"If you date downstairs ... Then vote downstairs!", highlights the advertisement of the non-partisan association, in the form of "Swipe Video Card", a sort of mini-video in 4 shutters.

From Thursday until April 8, all users of the application in France aged 18 to 25 will see the ad appear by scrolling (“swiping”) the profiles.

They will be sent to the A Voté site, which centralizes all the steps to follow to vote in the 2022 presidential election.

In France, mis-registration on the electoral lists, caused mostly by moving, affected 7.6 million people in 2017, including 51% of 25-29 year olds, according to the work of sociologist Céline Braconnier.

Representing nearly 50% of Tinder members, young people are particularly affected by abstention, since being incorrectly registered "is three times more likely to abstain", warns the NGO in a press release.

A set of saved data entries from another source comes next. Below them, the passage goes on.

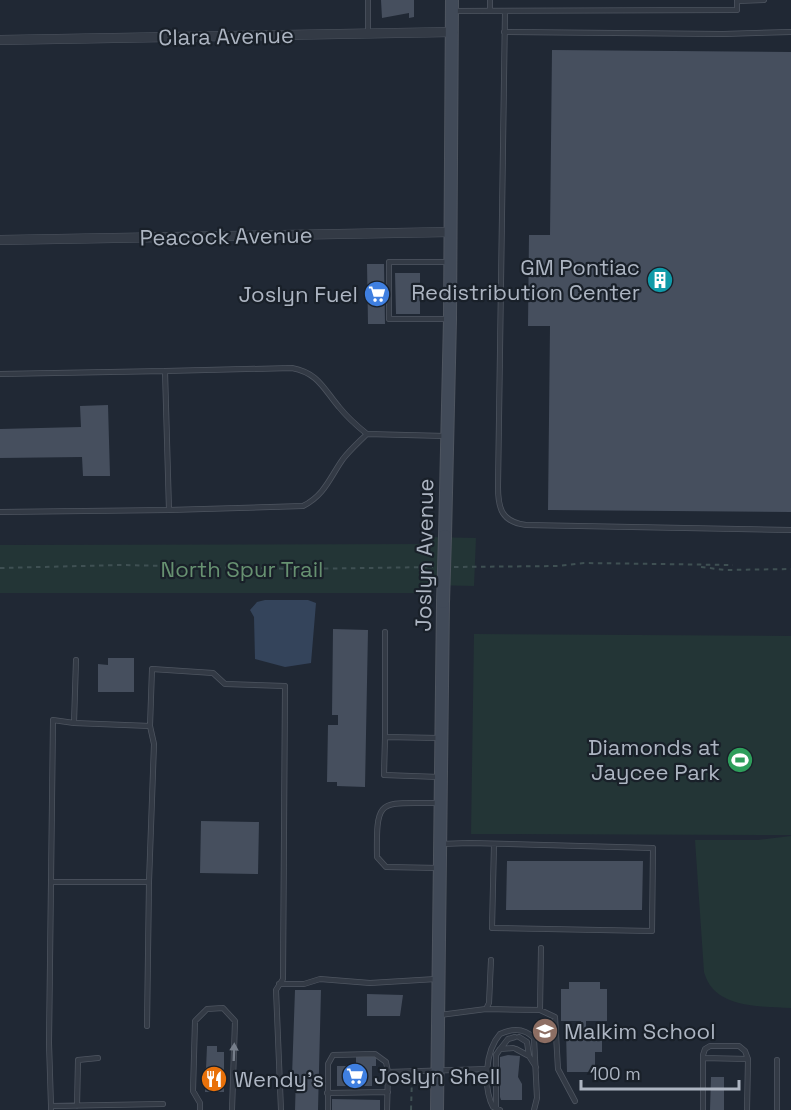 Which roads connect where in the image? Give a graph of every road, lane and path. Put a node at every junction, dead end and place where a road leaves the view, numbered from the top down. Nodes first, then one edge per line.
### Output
1 (368, 0) edge
2 (490, 0) edge
3 (764, 0) edge
4 (452, 6) edge
5 (490, 11) junction
6 (505, 11) junction
7 (453, 32) junction
8 (504, 32) junction
9 (791, 32) edge
10 (368, 33) junction
11 (0, 40) edge
12 (451, 232) junction
13 (0, 240) edge
14 (451, 262) junction
15 (450, 319) junction
16 (165, 371) junction
17 (0, 374) edge
18 (367, 434) junction
19 (447, 436) junction
20 (168, 510) junction
21 (0, 512) edge
22 (791, 530) edge
23 (733, 565) dead end
24 (695, 566) junction
25 (440, 567) dead end
26 (451, 567) dead end
27 (0, 568) edge
28 (791, 569) edge
29 (385, 632) dead end
30 (76, 660) dead end
31 (74, 723) junction
32 (150, 726) junction
33 (385, 737) junction
34 (442, 738) junction
35 (441, 777) junction
36 (441, 803) junction
37 (441, 844) junction
38 (494, 844) junction
39 (440, 868) junction
40 (51, 882) junction
41 (149, 882) junction
42 (541, 948) dead end
43 (491, 960) dead end
44 (439, 979) junction
45 (279, 984) junction
46 (486, 1009) junction
47 (540, 1010) junction
48 (438, 1015) junction
49 (147, 1026) dead end
50 (500, 1049) junction
51 (529, 1056) junction
52 (98, 1058) dead end
53 (703, 1058) junction
54 (748, 1059) junction
55 (777, 1060) dead end
56 (537, 1069) junction
57 (437, 1070) junction
58 (488, 1070) junction
59 (388, 1071) junction
60 (412, 1071) junction
61 (388, 1092) junction
62 (327, 1093) junction
63 (575, 1101) dead end
64 (163, 1104) dead end
65 (76, 1106) junction
66 (51, 1108) edge
67 (498, 1109) edge
68 (200, 1110) edge
69 (232, 1110) edge
70 (281, 1110) edge
71 (328, 1110) edge
72 (387, 1110) edge
73 (411, 1110) edge
74 (437, 1110) edge
75 (534, 1110) edge
76 (703, 1110) edge
77 (747, 1110) edge
78 (777, 1110) edge

1 - 10 lane
2 - 5 lane
3 - 6 lane
4 - 5 lane
4 - 7 main road, Joslyn Avenue
5 - 6 lane
6 - 8 lane
7 - 10 street, Clara Avenue
7 - 12 main road, Joslyn Avenue
8 - 9 lane
8 - 22 lane
10 - 11 street, Clara Avenue
12 - 13 street, Peacock Avenue
12 - 14 main road, Joslyn Avenue
14 - 15 main road, Joslyn Avenue
14 - 15 lane
15 - 19 main road, Joslyn Avenue
16 - 17 lane
16 - 18 lane
16 - 20 lane
18 - 19 lane
18 - 20 lane
19 - 34 main road, Joslyn Avenue, bridge
20 - 21 lane
23 - 24 path
24 - 26 path
24 - 28 path
25 - 27 path
29 - 33 lane
30 - 31 lane
31 - 32 lane
31 - 40 lane
32 - 41 lane
32 - 45 lane
33 - 34 lane
33 - 35 lane
34 - 35 main road, Joslyn Avenue
35 - 36 main road, Joslyn Avenue
36 - 37 main road, Joslyn Avenue
36 - 39 lane
37 - 38 lane
37 - 39 main road, Joslyn Avenue
38 - 38 lane
39 - 44 main road, Joslyn Avenue
40 - 41 lane
40 - 66 lane
41 - 49 lane
42 - 47 lane
43 - 46 lane
44 - 45 lane
44 - 48 main road, Joslyn Avenue
45 - 70 lane
46 - 47 lane
46 - 48 lane
47 - 63 lane
48 - 57 main road, Joslyn Avenue
50 - 51 lane
50 - 51 lane
50 - 67 lane
51 - 56 lane
52 - 65 lane
53 - 54 lane
53 - 54 lane
53 - 76 lane
54 - 77 lane
55 - 78 lane
56 - 58 lane
56 - 75 lane
57 - 58 lane
57 - 60 lane
57 - 74 main road, Joslyn Avenue
58 - 67 lane
59 - 60 lane
59 - 61 lane
59 - 62 lane
60 - 73 path
61 - 62 lane
61 - 72 lane
62 - 71 lane
64 - 65 lane
65 - 66 lane
69 -> 68 lane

For this reason, the application most used in the world to meet new people wanted to give the association the opportunity to "help the young generation to recognize that together they have a voice", explains Ben Puygrenier. , spokesperson for Tinder in France.

"We must bring democracy closer to young people, where opinions are formed and where discussions take place", explain the co-presidents of the NGO, Flore Blondel-Goupil and Dorian Dreuil.

Tinder has supported other initiatives in the past (on consent for example) and in other countries, for the elections in the United States in 2020 or in Germany in 2021.

Various initiatives using digital technology to fight against misregistration have emerged after the record abstention observed during the regional and departmental elections of 2021.

Recently, activists from Jeunes avec Macron (JAM) used their accounts on dating sites to encourage their "matches" to vote, but Tinder threatened to ban these profiles created according to them solely as part of a political campaign.